Apart from these populations in the wild, only a single group (as of 2002) of some 17 individuals is held in an Indian zoo for captivity breeding and research purposes.

Populations of this subspecies are particularly noted in the Great Nicobar Biosphere Reserve, and its two constituent National parks of India, Campbell Bay National Park and Galathea National Park. Although these regions are protected areas, and the animal is classified as a Schedule I animal under India's 1972 Wildlife (Protection) Act, the increasing encroachment of settlements and farmlands in adjoining areas of the southeastern part of the island has led to some problems with the local inhabitants. Bands of Nicobar long-tailed macaques have been reported as damaging the settlers' crops, and a few macaques have been illegally killed. In particular, they are sometimes hunted or trapped to protect coconut plantations.

crab-eating macaques on Great Nicobar have long been hunted for subsistence by the indigenous Shompen peoples of Great Nicobar, although they do not form a substantial part of their diet.

As with other primates whose habitats overlap with or are encroached upon by human settlement activities, there is some risk of zoonotic disease transference to individuals who come into close contact with them. One 1984 study has identified their susceptibility to malarial parasites.

==Habitat==
Its preferred habitat includes mangroves, other coastal forests and riverine environments; however it is also found in inland forests at altitudes of up to 600 m above mean sea level The highest point in the Nicobars, Mount Thullier on Great Nicobar, is some 642 m high. In particular, areas of forest with trees of sp. Pandanus are favoured. Bands of these macaques living in coastal zones tend towards a more terrestrial existence and spend less time living in the trees than do the more arboreal populations of the inland forest zones. Each band has a favoured territory, preferentially close to a water source, over which they roam; this territory measures some 1.25 km2 on average.

==Behaviour==
The Nicobar long-tailed macaque is a frugivore, with its principal diet consisting of fruits and nuts. In common with other crab-eating macaques it turns to other sources of food—typically in the dry and early rainy tropical seasons—when the preferred fruits are unavailable. This alternate diet includes young leaves, insects, flowers, seeds, and bark; it is also known to eat small crabs, frogs and other creatures taken from the shorelines and mangroves when foraging in these environments. Macaque populations which live in areas close to human settlements and farms frequently raid the croplands for food, and have even entered dwellings in search of sustenance if not actively discouraged by human presence.
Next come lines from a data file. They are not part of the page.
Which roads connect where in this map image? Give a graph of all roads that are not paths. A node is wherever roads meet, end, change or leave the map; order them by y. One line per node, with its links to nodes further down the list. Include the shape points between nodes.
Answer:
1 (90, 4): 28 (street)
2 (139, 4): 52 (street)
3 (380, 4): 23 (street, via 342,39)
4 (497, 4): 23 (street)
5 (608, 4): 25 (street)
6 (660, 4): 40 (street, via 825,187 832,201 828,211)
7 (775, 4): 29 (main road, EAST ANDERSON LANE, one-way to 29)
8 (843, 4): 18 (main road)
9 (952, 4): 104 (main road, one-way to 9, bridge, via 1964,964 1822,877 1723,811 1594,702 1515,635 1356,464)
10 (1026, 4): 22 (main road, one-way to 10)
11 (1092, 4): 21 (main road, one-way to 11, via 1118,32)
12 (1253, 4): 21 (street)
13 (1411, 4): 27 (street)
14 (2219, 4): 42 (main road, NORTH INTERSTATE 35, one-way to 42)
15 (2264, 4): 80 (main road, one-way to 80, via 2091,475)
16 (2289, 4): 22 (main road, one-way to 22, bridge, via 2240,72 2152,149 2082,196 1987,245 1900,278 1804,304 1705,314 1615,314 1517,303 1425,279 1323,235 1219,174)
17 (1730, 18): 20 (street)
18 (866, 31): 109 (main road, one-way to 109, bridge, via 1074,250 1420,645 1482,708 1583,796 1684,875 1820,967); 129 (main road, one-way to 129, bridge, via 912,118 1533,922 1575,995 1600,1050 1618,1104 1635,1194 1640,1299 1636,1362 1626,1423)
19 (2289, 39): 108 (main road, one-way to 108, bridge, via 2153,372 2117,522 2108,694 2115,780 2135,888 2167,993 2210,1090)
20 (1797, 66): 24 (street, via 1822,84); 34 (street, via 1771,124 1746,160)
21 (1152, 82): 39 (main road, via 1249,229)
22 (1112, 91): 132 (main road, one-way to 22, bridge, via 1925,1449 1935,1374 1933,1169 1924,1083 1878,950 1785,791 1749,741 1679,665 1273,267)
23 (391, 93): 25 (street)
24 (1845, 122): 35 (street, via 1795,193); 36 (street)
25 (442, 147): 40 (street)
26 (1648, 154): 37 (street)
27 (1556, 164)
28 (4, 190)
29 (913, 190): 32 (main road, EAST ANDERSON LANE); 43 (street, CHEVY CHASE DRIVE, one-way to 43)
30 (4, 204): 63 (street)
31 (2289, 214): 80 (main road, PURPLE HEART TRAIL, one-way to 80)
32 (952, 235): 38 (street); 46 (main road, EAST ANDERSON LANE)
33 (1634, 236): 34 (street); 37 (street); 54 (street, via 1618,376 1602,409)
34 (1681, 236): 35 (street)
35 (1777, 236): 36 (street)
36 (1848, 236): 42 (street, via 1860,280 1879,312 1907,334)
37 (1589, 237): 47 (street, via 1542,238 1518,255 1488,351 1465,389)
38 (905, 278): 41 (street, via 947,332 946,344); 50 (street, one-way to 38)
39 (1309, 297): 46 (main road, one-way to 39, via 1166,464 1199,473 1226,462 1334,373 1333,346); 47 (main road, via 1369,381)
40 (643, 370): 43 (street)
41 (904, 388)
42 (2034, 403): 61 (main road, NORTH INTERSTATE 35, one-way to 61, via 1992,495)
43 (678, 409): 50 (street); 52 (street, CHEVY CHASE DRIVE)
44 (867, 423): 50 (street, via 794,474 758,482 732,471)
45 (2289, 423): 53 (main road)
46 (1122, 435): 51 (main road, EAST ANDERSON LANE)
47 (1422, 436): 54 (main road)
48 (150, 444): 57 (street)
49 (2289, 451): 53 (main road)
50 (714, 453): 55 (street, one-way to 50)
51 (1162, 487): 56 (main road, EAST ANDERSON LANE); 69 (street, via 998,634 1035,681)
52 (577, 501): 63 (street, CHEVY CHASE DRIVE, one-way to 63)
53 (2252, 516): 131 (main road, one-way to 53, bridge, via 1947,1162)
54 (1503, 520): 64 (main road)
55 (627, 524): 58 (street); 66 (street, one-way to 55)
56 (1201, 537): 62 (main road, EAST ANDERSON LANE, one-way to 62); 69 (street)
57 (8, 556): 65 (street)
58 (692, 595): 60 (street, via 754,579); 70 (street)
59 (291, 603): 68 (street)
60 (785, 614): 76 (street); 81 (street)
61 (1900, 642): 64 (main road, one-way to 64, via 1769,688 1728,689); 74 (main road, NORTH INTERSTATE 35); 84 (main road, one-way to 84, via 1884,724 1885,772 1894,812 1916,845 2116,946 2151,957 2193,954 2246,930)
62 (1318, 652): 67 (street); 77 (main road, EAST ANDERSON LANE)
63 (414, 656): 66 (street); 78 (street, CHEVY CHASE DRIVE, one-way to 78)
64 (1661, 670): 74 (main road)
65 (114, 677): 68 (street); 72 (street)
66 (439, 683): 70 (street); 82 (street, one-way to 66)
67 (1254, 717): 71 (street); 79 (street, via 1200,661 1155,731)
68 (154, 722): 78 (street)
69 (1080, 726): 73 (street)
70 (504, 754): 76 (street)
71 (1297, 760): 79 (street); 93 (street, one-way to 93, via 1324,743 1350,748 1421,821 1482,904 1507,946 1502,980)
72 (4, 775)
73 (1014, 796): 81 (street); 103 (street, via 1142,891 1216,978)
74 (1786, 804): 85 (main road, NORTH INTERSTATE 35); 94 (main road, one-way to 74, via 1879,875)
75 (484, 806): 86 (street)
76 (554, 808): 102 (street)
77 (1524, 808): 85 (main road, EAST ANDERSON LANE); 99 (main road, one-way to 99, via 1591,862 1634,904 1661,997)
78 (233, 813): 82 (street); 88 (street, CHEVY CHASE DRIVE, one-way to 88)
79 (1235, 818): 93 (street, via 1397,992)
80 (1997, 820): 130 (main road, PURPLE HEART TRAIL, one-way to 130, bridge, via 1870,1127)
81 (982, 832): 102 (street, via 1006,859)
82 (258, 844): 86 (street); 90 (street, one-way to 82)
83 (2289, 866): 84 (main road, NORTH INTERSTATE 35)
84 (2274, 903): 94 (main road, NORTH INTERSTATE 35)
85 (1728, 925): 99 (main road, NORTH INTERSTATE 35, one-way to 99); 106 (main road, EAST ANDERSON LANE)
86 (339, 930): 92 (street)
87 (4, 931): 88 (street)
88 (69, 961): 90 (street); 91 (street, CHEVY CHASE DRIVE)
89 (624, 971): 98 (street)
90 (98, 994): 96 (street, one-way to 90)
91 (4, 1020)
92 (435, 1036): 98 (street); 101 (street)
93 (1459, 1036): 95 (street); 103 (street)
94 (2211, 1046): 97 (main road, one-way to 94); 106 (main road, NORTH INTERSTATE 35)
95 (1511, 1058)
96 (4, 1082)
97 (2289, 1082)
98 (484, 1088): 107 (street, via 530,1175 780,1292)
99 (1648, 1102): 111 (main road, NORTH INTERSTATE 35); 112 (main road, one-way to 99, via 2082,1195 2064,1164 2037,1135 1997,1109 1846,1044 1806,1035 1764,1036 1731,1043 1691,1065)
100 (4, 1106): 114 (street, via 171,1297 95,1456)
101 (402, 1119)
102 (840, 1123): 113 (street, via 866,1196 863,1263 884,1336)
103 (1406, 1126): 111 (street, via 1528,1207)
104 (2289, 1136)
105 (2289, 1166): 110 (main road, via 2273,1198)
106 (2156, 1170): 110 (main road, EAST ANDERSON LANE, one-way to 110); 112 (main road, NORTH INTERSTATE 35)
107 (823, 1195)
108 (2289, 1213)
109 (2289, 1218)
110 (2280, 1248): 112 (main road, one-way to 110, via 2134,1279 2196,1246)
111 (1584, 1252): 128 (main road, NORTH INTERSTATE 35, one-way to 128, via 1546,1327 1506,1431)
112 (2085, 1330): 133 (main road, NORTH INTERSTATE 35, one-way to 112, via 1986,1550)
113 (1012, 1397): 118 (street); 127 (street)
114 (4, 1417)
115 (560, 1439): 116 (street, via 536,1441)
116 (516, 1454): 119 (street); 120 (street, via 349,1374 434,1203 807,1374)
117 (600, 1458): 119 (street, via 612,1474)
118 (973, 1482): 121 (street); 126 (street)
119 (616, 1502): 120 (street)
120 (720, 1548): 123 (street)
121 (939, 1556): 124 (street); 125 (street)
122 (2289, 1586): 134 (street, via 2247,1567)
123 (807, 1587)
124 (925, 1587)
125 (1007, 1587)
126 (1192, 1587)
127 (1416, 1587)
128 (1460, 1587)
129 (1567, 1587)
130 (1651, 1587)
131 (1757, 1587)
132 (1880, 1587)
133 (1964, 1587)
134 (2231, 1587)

Like all primates, it is a social animal, and spends a good deal of time interacting and grooming with other group members. It typically forages for food in the morning, resting in groups during the midday hours and then a subsequent period of foraging in the early evening before returning to designated roosting trees to sleep for the night.

It moves quadrupedally on the ground as well as in the canopy, and it is capable of leaping distances of up to 5 m from tree to tree. Like other long-tailed macaques, it is also a proficient swimmer and may use this ability when threatened to avoid arboreal or terrestrial predators.

==Conservation status==
Their conservation status as documented by the IUCN Red List is listed as vulnerable, having been amended in 2004 from the taxon's previous status as data deficient following some more extensive studies. This reflects the likely increase in disturbances to their habitat caused by human activities, in particular on the island of Katchal. The Wildlife Institute of India however registered their status in 2002 as critically endangered, reflecting also their concerns that conservation efforts with regards to a defined captive breeding programme were deficient.